Stella Thibodeaux est une magnifique jeune femme de 19 ans qui officie avec succès dans sa caravane au fin fond de la Géorgie, aux Etats-Unis... elle est une prostituée qui ne déteste pas son boulot. Sa particularité ? Elle est capable de guérir certains infirmes, certains paralytiques, certains handicapés. Très vite, une foule d’éclopés, d’aveugles, de muets ou encore de cancéreux se massent devant sa caravane. Le miracle arrive très vite aux oreilles de James Brown, pas le musicien, mais un prêtre plutôt rock et un peu allumé qui informe le diocèse de ce prodige. Il n’aurait pas dû : au Vatican, ça discutaille et il est inconcevable qu’une prostituée devienne une sainte. Il ne reste qu’une solution, l’éliminer, qu’elle devienne une martyre. Ce sont les frères Bronsky, aussi stupides que cruels, qui sont chargés de cette mission. Pour le père Brown, il est essentiel de protéger la jeune femme qu’il emmène dans un road-trip bien américain. D’autres personnages hauts en couleur émaillent leur chemin, notamment une vieille Mexicaine pseudo voyante et confidente de Stella, un jeune journaliste-photographe bientôt père de famille qui vise le Pulitzer pour lancer sa carrière, une bombasse d’assistante d’hommes en soutane qui sont tout sauf irréprochables.

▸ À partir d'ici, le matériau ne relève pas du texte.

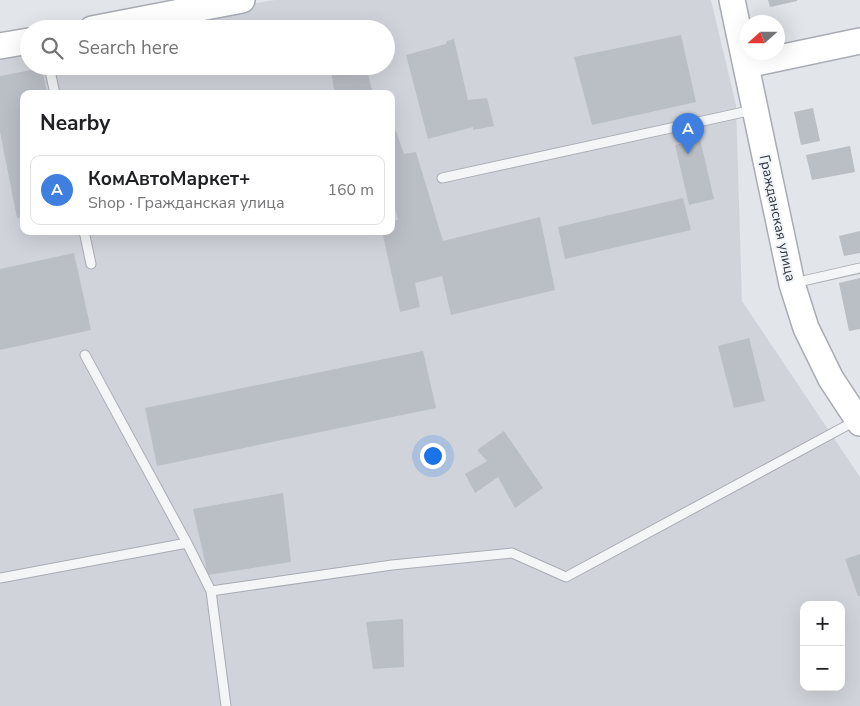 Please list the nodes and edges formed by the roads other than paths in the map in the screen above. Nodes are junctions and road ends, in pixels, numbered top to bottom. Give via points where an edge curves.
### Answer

L’univers d’Incardona est aux antipodes d’un monde lisse et prévisible. Le romancier suisse écorche un clergé calculateur et malhonnête, il place une prostituée sur un piédestal, associant poésie et crudité. On pense évidemment à Tarantino ; ça saigne dans la joie et la bonne humeur. Et c’est drôle, malin, tendre, vulgaire, impertinent, bien écrit. Le tout est très visuel, extrêmement rythmé, un brin sauvage. Quelques images me resteront en tête : un très vieux couple d’amoureux, la foule silencieuse des éclopés, une Stella qui ne peut s’empêcher de guérir même dans les toilettes d’un KFC, un Las Vegas hurlant et frénétique.
J’ai passé un excellent moment, regrettant seulement que le roman soit si court.
Stella : « Elle vous regardait. Vous. Votre, cœur, votre sang. Vivant. Alors, bien sûr, Stella ne pouvait que devenir ce qu’elle portait en elle : la quantification du désir. Et dans une vie, quand on y pense, ça peut suffire pour devenir une putain. »
« La vie est une vallée de larmes, on est bien d’accord ? »
Lorsque le journaliste, Luis Molina, photographie la foule attendant d’être guérie : « Il vit alors la ligne tracée par les éclopés, une faible trace d'humanité, pourtant bien réelle. Au loin, le chapiteau de la fête foraine, le rectangle poinçonné par les stands colorés dans la poussière et les mirages de chaleur. Plus loin encore, comme un ultime rempart, l'océan. Et Luis Molina ferait là, à cet instant, dans les conditions difficiles d'un contre-jour et d'une position précaire, sa plus belle photo. C'est souvent comme ça, d'ailleurs, il faut cette autre sorte de miracle pour que tout converge. Légèreté. Rapidité. Exactitude. Visibilité. Multiplicité. Convergences pour dire la vie au plus près. Luis Molina avait réussi à photographier le désarroi, l'immensité du désarroi. Et l’espérance aussi. L'espérance.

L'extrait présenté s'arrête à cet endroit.